═══ INPUT DATA ═══
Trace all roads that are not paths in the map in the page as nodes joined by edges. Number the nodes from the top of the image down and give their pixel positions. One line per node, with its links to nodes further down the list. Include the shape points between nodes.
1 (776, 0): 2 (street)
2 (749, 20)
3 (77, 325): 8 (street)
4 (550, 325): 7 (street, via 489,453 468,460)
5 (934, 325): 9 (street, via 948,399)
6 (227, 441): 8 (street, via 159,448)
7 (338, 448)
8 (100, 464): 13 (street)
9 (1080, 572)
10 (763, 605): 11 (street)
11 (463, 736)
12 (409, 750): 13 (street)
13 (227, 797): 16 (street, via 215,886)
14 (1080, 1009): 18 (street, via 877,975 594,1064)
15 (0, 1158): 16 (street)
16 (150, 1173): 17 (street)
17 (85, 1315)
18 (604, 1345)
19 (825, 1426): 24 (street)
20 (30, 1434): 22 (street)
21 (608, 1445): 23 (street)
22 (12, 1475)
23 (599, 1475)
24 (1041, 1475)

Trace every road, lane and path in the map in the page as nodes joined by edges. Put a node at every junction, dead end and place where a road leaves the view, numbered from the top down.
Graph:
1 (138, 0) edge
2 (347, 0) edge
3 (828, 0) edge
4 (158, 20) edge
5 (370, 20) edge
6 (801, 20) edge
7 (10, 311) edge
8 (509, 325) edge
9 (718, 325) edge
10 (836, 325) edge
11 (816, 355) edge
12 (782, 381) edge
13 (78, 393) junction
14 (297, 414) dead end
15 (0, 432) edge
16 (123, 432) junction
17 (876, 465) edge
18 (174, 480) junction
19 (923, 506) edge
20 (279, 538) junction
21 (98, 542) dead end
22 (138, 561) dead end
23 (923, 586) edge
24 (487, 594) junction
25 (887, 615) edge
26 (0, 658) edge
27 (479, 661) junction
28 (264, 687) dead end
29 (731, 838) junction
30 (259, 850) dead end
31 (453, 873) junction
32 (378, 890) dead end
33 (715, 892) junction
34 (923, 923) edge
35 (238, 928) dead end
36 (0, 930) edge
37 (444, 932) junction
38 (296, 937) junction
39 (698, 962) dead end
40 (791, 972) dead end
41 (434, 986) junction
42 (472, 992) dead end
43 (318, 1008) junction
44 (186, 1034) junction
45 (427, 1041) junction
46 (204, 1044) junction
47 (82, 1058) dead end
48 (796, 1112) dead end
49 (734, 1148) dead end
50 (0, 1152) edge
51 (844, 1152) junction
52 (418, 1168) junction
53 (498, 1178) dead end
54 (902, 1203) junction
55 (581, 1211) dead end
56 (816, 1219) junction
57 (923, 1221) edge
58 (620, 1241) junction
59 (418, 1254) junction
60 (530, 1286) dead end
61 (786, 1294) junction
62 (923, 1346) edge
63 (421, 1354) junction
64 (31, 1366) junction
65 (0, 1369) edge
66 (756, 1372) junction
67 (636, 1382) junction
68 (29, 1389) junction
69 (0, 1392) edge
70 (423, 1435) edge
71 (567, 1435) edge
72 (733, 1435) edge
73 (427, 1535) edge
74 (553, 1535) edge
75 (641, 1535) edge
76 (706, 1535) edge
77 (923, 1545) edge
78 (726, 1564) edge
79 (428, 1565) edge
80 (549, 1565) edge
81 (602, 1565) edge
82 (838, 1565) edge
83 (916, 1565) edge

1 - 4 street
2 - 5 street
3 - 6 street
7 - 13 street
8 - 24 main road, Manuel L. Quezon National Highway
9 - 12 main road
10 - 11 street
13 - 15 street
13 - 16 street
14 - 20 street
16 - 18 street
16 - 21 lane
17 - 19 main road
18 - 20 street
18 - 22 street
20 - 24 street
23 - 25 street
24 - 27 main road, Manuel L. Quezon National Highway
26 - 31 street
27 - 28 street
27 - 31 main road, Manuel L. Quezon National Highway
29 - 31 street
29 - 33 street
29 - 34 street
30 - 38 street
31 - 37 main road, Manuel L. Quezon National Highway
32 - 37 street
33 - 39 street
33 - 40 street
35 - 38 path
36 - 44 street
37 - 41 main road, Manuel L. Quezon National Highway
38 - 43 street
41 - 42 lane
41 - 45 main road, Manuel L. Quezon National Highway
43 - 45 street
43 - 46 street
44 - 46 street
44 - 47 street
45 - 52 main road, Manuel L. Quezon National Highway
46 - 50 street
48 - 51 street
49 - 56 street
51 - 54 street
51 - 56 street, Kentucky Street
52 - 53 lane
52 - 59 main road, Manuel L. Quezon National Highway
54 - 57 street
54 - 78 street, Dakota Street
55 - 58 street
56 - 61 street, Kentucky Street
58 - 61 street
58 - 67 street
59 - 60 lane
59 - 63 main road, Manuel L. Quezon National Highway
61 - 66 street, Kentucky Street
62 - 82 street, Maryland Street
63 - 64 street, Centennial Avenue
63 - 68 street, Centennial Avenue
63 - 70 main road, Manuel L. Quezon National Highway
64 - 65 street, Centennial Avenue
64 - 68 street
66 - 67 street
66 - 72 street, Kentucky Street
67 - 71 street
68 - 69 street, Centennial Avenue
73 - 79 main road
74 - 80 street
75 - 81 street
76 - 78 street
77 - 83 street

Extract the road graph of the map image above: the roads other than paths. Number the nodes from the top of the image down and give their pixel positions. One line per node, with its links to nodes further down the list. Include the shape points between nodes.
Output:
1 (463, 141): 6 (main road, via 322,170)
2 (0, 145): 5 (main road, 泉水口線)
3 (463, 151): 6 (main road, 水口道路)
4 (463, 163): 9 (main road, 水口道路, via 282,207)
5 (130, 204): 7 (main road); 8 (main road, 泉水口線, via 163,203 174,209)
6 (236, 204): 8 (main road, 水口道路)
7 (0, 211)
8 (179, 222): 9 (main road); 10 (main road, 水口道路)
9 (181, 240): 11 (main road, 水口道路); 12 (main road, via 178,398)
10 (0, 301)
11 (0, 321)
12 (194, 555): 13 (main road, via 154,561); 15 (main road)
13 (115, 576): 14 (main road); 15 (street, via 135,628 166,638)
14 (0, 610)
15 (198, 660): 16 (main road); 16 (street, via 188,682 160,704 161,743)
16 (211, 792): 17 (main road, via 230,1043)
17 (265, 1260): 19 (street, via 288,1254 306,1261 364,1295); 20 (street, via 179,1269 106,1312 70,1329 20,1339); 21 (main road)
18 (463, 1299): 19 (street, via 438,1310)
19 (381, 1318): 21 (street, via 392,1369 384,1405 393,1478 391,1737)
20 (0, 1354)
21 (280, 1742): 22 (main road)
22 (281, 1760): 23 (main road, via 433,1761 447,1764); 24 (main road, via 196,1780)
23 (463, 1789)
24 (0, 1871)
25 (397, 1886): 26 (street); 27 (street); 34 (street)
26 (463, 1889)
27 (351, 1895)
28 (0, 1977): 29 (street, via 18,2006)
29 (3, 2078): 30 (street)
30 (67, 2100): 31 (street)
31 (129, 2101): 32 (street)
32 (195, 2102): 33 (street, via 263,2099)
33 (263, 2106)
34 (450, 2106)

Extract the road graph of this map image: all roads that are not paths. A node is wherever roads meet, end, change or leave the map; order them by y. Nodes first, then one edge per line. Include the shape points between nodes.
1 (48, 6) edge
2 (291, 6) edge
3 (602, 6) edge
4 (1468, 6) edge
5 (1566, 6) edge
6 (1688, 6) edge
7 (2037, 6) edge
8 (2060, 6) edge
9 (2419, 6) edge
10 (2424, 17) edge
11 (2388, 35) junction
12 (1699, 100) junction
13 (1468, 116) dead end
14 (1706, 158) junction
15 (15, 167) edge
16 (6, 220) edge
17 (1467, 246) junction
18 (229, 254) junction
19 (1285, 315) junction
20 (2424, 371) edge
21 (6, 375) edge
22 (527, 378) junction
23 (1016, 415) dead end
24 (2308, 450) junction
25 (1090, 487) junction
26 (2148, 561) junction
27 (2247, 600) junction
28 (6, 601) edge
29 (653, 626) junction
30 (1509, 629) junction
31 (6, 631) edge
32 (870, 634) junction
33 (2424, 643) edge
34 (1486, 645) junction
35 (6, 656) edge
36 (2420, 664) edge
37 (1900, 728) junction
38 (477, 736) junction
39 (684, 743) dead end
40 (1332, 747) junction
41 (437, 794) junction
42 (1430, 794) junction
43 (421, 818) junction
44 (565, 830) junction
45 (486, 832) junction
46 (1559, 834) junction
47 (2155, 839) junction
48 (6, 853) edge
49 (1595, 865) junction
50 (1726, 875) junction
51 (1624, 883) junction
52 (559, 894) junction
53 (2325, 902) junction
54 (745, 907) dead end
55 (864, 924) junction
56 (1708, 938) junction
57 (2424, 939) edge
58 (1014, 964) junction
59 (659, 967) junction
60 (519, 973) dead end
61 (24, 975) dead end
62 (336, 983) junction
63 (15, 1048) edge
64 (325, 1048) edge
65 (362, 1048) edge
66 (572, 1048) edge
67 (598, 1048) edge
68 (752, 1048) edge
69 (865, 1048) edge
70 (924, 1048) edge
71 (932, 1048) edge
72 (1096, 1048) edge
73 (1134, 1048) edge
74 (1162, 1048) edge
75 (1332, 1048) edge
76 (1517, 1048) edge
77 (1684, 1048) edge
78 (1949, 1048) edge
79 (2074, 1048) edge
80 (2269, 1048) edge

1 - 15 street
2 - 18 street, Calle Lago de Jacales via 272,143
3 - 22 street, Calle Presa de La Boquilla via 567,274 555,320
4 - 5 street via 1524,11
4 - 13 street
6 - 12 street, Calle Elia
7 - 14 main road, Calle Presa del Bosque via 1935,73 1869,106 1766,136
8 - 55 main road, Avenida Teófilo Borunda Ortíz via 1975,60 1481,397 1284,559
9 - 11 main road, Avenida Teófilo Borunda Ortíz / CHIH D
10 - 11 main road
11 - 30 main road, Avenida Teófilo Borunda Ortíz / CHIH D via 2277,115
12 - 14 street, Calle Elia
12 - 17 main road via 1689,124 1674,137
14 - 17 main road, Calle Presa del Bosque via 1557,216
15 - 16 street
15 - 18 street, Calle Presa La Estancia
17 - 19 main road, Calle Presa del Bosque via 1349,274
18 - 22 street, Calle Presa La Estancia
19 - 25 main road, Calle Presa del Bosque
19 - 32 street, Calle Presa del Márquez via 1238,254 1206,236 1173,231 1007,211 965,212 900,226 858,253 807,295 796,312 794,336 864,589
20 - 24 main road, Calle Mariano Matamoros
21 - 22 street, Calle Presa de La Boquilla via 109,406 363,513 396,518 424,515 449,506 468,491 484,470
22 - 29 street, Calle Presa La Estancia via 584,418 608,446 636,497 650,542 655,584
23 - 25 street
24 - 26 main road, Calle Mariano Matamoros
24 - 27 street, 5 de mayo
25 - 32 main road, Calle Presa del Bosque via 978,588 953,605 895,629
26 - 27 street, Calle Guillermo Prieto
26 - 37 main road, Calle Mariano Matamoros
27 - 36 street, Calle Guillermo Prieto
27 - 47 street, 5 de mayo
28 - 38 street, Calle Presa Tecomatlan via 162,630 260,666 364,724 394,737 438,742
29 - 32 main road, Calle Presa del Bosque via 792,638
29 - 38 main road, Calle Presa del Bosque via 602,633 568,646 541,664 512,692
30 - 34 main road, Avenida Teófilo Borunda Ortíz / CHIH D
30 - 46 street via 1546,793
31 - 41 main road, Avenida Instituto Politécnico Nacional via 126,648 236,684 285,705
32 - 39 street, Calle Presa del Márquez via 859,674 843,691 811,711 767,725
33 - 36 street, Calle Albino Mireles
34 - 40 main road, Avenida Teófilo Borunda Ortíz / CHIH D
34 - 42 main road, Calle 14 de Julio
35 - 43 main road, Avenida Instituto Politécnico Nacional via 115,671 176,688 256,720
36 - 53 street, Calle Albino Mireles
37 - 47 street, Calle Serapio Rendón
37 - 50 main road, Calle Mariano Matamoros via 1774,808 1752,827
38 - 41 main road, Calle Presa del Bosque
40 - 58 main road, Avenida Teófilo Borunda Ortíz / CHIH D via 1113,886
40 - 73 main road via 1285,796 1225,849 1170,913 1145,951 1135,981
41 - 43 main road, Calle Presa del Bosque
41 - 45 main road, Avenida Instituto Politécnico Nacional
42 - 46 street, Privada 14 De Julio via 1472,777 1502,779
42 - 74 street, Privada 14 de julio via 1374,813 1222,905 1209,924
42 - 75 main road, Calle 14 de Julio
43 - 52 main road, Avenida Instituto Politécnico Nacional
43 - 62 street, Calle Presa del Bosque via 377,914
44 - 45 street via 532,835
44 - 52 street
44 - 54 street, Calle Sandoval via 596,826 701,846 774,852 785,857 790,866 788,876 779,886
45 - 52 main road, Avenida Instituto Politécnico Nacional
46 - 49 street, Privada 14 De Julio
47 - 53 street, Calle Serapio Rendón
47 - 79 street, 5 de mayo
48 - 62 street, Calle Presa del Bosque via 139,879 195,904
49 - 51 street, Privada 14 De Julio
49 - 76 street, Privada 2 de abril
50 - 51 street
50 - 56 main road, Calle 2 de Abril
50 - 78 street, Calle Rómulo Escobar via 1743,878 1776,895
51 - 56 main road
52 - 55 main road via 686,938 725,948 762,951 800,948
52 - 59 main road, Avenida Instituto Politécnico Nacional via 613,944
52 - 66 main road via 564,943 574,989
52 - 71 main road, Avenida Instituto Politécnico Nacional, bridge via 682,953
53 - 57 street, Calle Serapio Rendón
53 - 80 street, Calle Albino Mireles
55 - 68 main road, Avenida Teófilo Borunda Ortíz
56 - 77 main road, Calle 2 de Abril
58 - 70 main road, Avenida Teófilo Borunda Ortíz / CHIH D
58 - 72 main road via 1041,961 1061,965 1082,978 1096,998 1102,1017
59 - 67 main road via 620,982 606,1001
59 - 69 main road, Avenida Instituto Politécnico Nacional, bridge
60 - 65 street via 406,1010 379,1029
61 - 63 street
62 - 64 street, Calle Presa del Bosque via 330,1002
═══
ACTION ITEM
For the data shown above, give the number of lines where the word "Rendón" appears, and nothing else.

SOLVED EXERCISE
3